モルガン・スタンレー、ビットコインETFでコインベースとBNYメロンを起用
老舗投資銀行モルガン・スタンレーがビットコインETFの保管業務でコインベースとBNYメロンを選択。伝統的金融と暗号資産の融合が加速
168年の歴史を誇る老舗投資銀行モルガン・スタンレーが、ビットコインETFの保管業務でコインベースとBNYメロンを選択した。伝統的金融機関による暗号資産への本格参入が、また一歩前進したことを意味する。
老舗銀行の慎重な戦略
モルガン・スタンレーが3月4日にSECに提出した書類によると、同社の「モルガン・スタンレー・ビットコイン・トラスト」は、ビットコインの保管をコインベース・カストディとBNYメロンに委託する。BNYメロンは保管業務に加え、ファンド管理者、名義書換代理人、現金保管業務も担当する。
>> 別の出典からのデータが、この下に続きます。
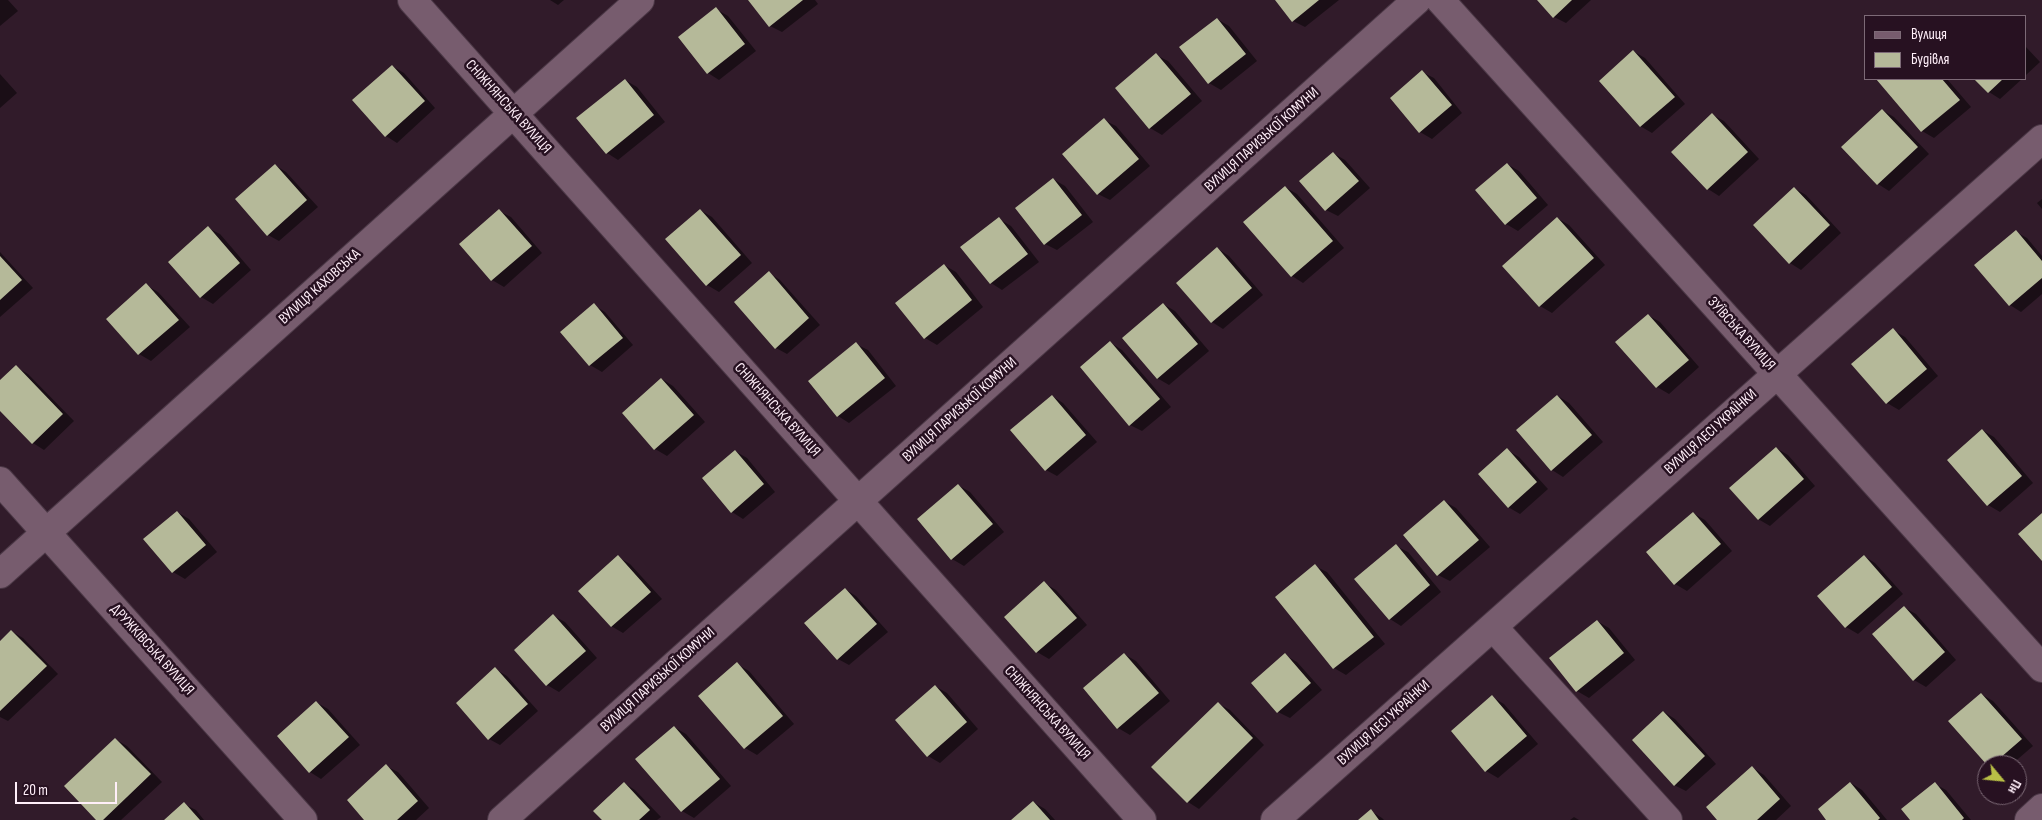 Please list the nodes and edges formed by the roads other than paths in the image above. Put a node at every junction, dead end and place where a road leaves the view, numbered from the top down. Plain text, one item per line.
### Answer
1 (412, 0) edge
2 (640, 0) edge
3 (1417, 0) edge
4 (1440, 0) edge
5 (513, 113) junction
6 (2042, 139) edge
7 (1777, 374) junction
8 (0, 481) edge
9 (858, 501) junction
10 (46, 532) junction
11 (0, 574) edge
12 (1493, 627) junction
13 (2042, 668) edge
14 (2042, 808) edge
15 (303, 820) edge
16 (502, 820) edge
17 (1142, 820) edge
18 (1276, 820) edge
19 (1668, 820) edge
20 (2029, 820) edge

1 - 5 street, СНІЖНЯНСЬКА ВУЛИЦЯ
2 - 5 street, ВУЛИЦЯ КАХОВСЬКА
3 - 9 street, ВУЛИЦЯ ПАРИЗЬКОЇ КОМУНИ
4 - 7 street, ЗУЇВСЬКА ВУЛИЦЯ
5 - 9 street, СНІЖНЯНСЬКА ВУЛИЦЯ
5 - 10 street, ВУЛИЦЯ КАХОВСЬКА
6 - 7 street, ВУЛИЦЯ ЛЕСІ УКРАЇНКИ
7 - 12 street, ВУЛИЦЯ ЛЕСІ УКРАЇНКИ
7 - 13 street, ЗУЇВСЬКА ВУЛИЦЯ
8 - 10 street, ДРУЖКІВСЬКА ВУЛИЦЯ
9 - 16 street, ВУЛИЦЯ ПАРИЗЬКОЇ КОМУНИ
9 - 17 street, СНІЖНЯНСЬКА ВУЛИЦЯ
10 - 11 street, ВУЛИЦЯ КАХОВСЬКА
10 - 15 street, ДРУЖКІВСЬКА ВУЛИЦЯ
12 - 18 street, ВУЛИЦЯ ЛЕСІ УКРАЇНКИ
12 - 19 street
14 - 20 street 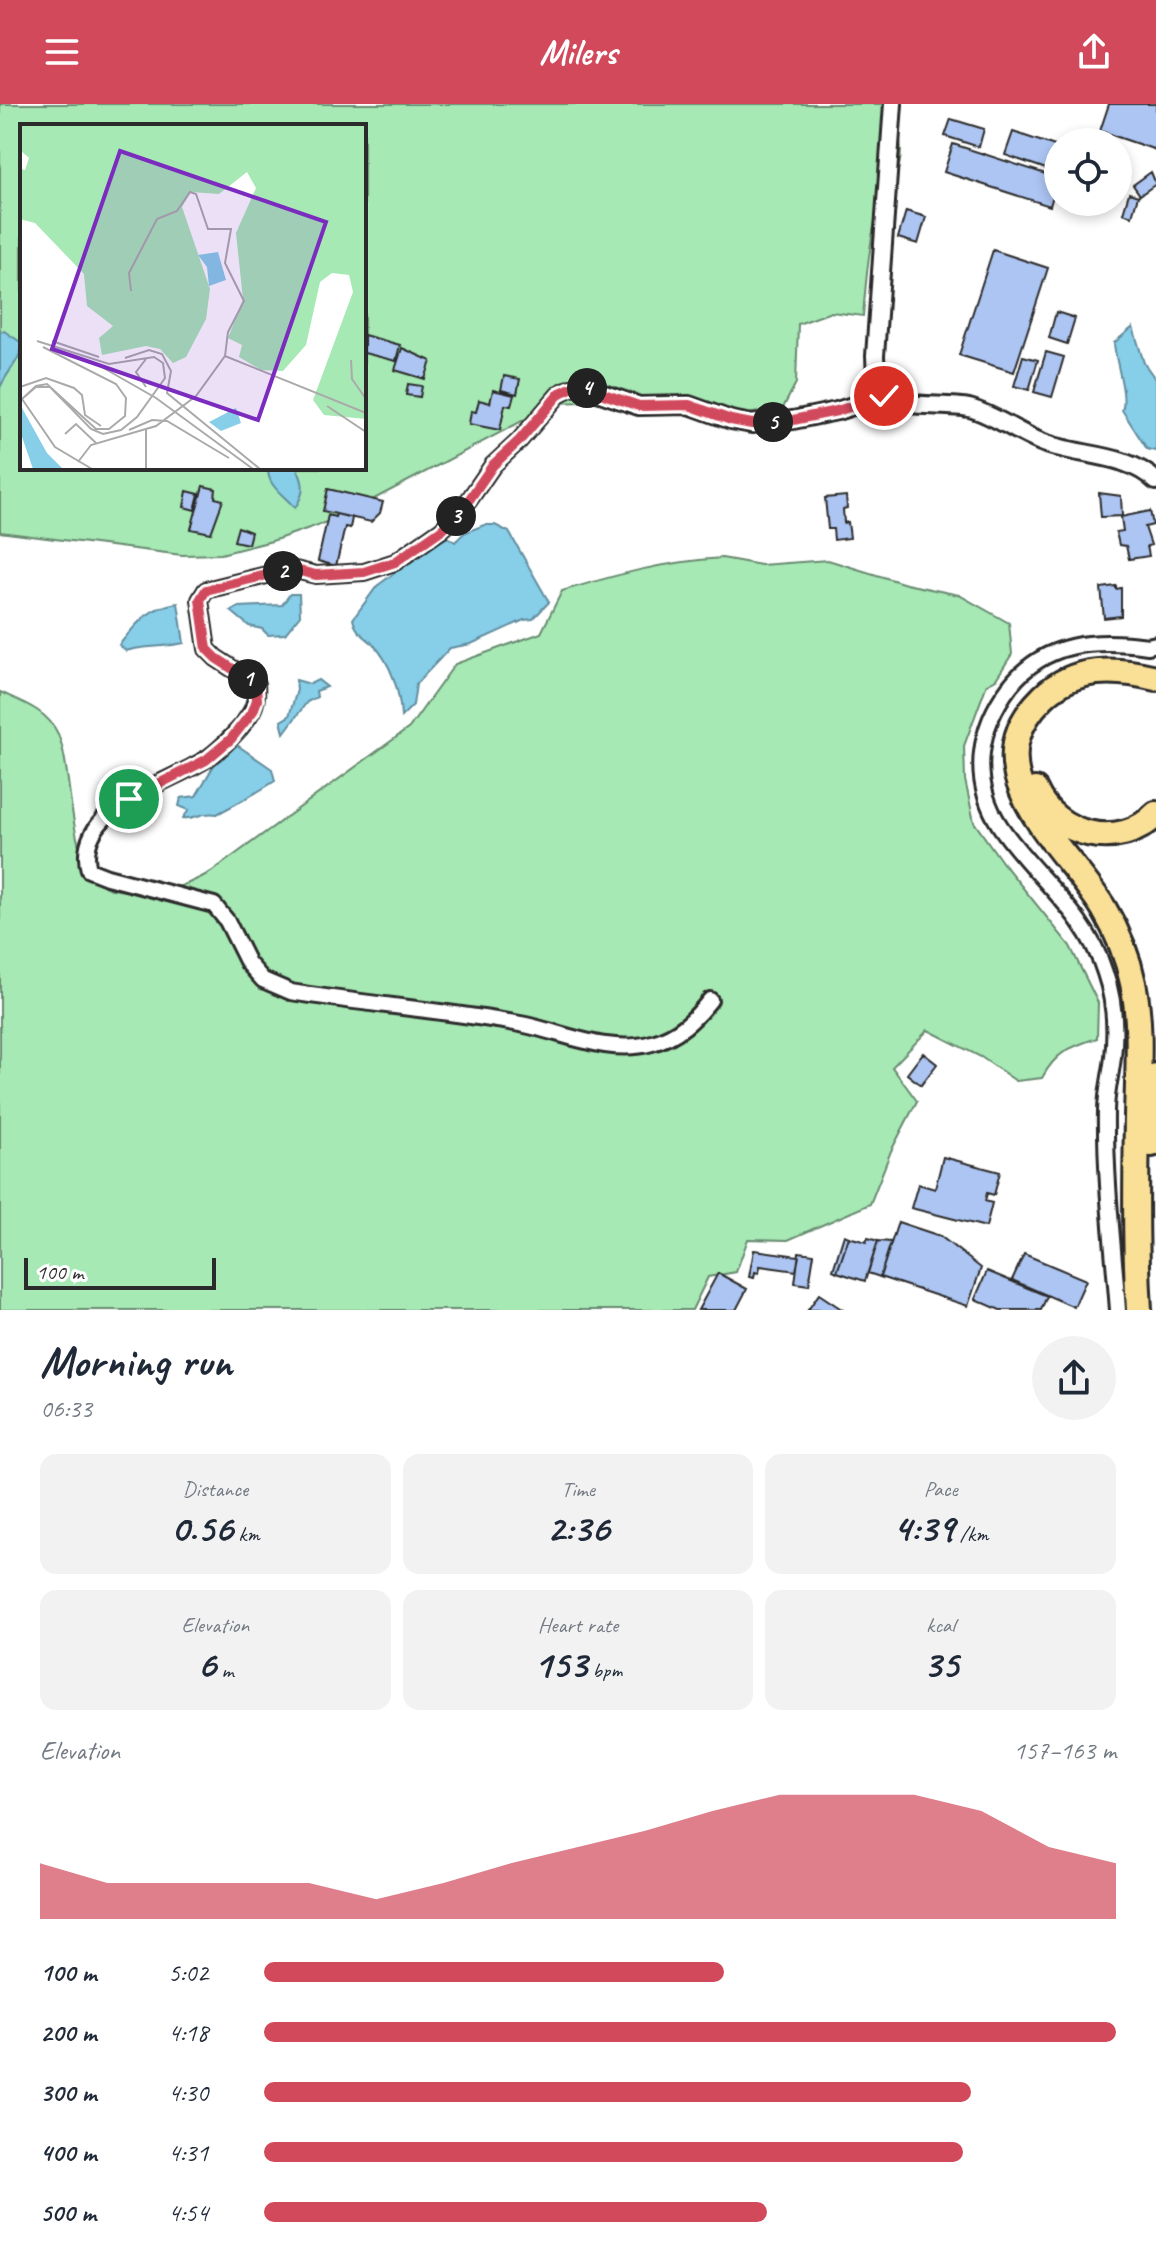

注目すべきは、その保管構造だ。ビットコインの大部分は、秘密鍵をインターネットから切り離した「コールドストレージ」で保管される。ETFの設定・解約時のみ、一時的にトレーディングウォレットに移される仕組みだ。
価格算定にはCoinDesk Bitcoin Benchmark 4PM New York Settlement Rateを採用。これは主要現物取引所の取引データを集約し、ファンドの日次評価額を決定する指標である。
日本の金融機関への示唆
興味深いのは、この動きが日本の金融業界に与える影響だ。野村ホールディングス、大和証券グループ、SBIホールディングスなど、日本の大手金融機関も暗号資産分野への参入を模索している。
モルガン・スタンレーの選択は、暗号資産の機関投資家向けサービスにおいて「実績のある保管業者との提携」が重要であることを示している。日本でもSBI VCトレードやbitFlyerなどの暗号資産取引所が機関投資家向けサービスを強化しているが、伝統的金融機関との本格的な協業はまだ限定的だ。
規制環境の違いが生む機会
日本では2023年から暗号資産ETFの議論が活発化しているものの、米国ほど明確な道筋は見えていない。しかし、モルガン・スタンレーのような老舗金融機関の参入は、日本の規制当局にとっても参考事例となるだろう。
特に注目すべきは保険の扱いだ。今回の書類では「保管保険は存在するが、顧客間で共有されており、すべての潜在的損失をカバーしない可能性がある」と記載されている。これは日本の金融機関が暗号資産業務を検討する際の重要な検討事項となる。